Moderei um debate sobre a “era da blocalização” – que, ao final, foi bastante produtivo, uma vez que houve apenas duas apresentações de especialistas: James Lindsay, do Conselho Nacional de Relações Exteriores e, mais uma vez,  Zhou Bo, o que abriu  um bom tempo para a discussão plenária. Em essência, houve um certo grau de consenso de que uma Terceira Guerra Mundial não é iminente – por enquanto; que um G-2 bipolar com Estados Unidos e China enfrentará todo o tipo de resistência por parte de Washington; e que há um longo caminho pela frente até que o yuan consiga substituir o dólar americano por toda a Eurásia.

Pode ter havido duas questões problemáticas no Clube Astana deste ano: não foram suficientes as discussões focadas especificamente no Heartland e nos “istãos” da Ásia Central, por um lado, e nas consequências de que não demorará muito até que a União Econômica Eurasiana (UEEA) e os BRICS venham a formular um mapa de percurso viável para desdolarização do comércio por toda a Eurásia, por outro.
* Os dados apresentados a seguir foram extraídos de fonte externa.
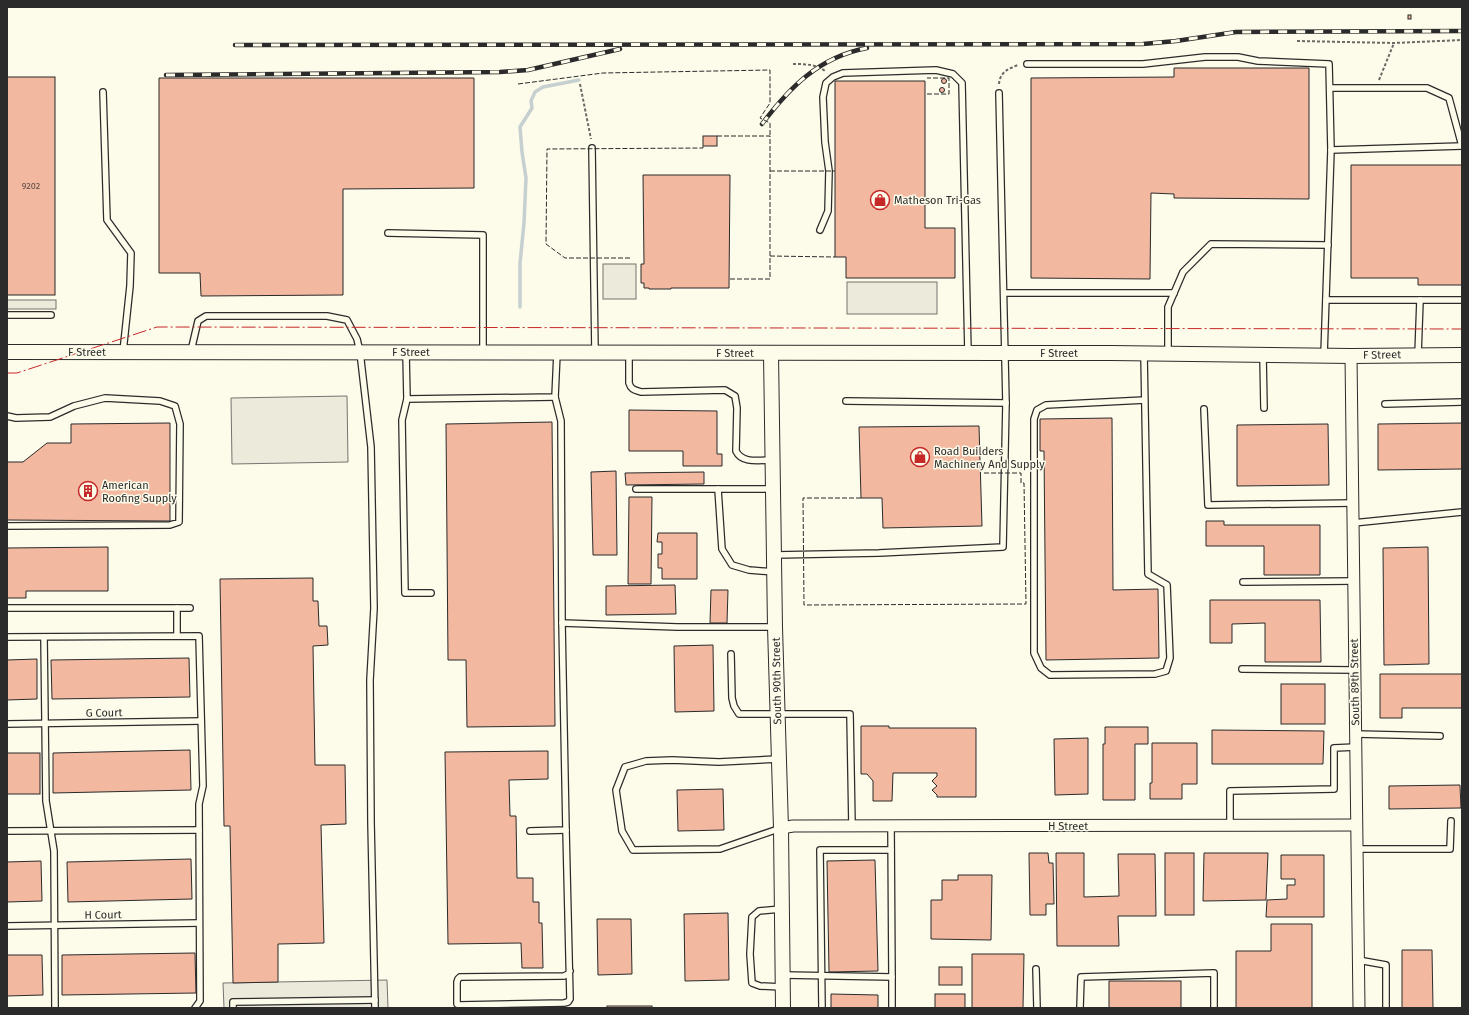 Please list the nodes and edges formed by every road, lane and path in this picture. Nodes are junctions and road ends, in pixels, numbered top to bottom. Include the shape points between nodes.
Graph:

TENSÕES FINALMENTE VÊM À TONA – A sessão plenária de encerramento, focada em “uma nova fórmula para a paz”, foi aberta pelo Primeiro-Presidente do Cazaquistão, Nursultan Nazarbayev, cujas memórias acabam de ser publicadas em russo (e, em breve, o serão em inglês).

Nazarbayev teve o cuidado de lembrar a todos de um ponto de importância crucial: ele foi o responsável pela desnuclearização do Cazaquistão, desmontando o que naquele tempo era o quarto arsenal nuclear do mundo,  que foi então transferido para a Rússia, em 1995.

Ele ressaltou “o colapso da antiga ordem mundial”, reiterou seu apoio ao desenvolvimento sustentável, e louvou a “transformação mais radical em cem anos de história” da Eurásia.

Essa fala preparou a cena para o debate final. O ex-primeiro-ministro espanhol José Luis Zapatero fez um apelo apaixonado pelo cessar-fogo em Gaza. E o lendário jornalista russo  Vladimir Pozner, aos quase noventa anos,  que, entre outras coisas, foi durante quatorze anos o apresentador de um popularíssimo programa de televisão sobre política no Canal 14, ofereceu sua interpretação sobre o conflito na Ucrânia.

E foi então que as mal contidas tensões vieram à tona e por fim explodiram. O catalista tinha que ser a Ucrânia.

Um atlanticista desrespeitou Pozner com um tosco ataque ad hominem.  Fui forçado a intervir na frente de todos. O debate que se seguiu foi duro: de um lado, dois russos e eu mesmo. De outro, a supremacia anglo-americana.

O que, mais uma vez, só fez confirmar que a humilhação cósmica dos   Estados Unidos/OTAN na guerra por procuração na Ucrânia será, para os atlanticistas, uma ferida para sempre incurável. O mérito vai para o Clube Astana que, mais uma vez, deixou bastante explícita essa humilhação em meio a um debate em grande parte marcado por civilidade sobre todos os aspectos das tóxicas dificuldades geopolíticas que atualmente enfrentamos.

E, não, não encontramos uma “nova fórmula para a paz”.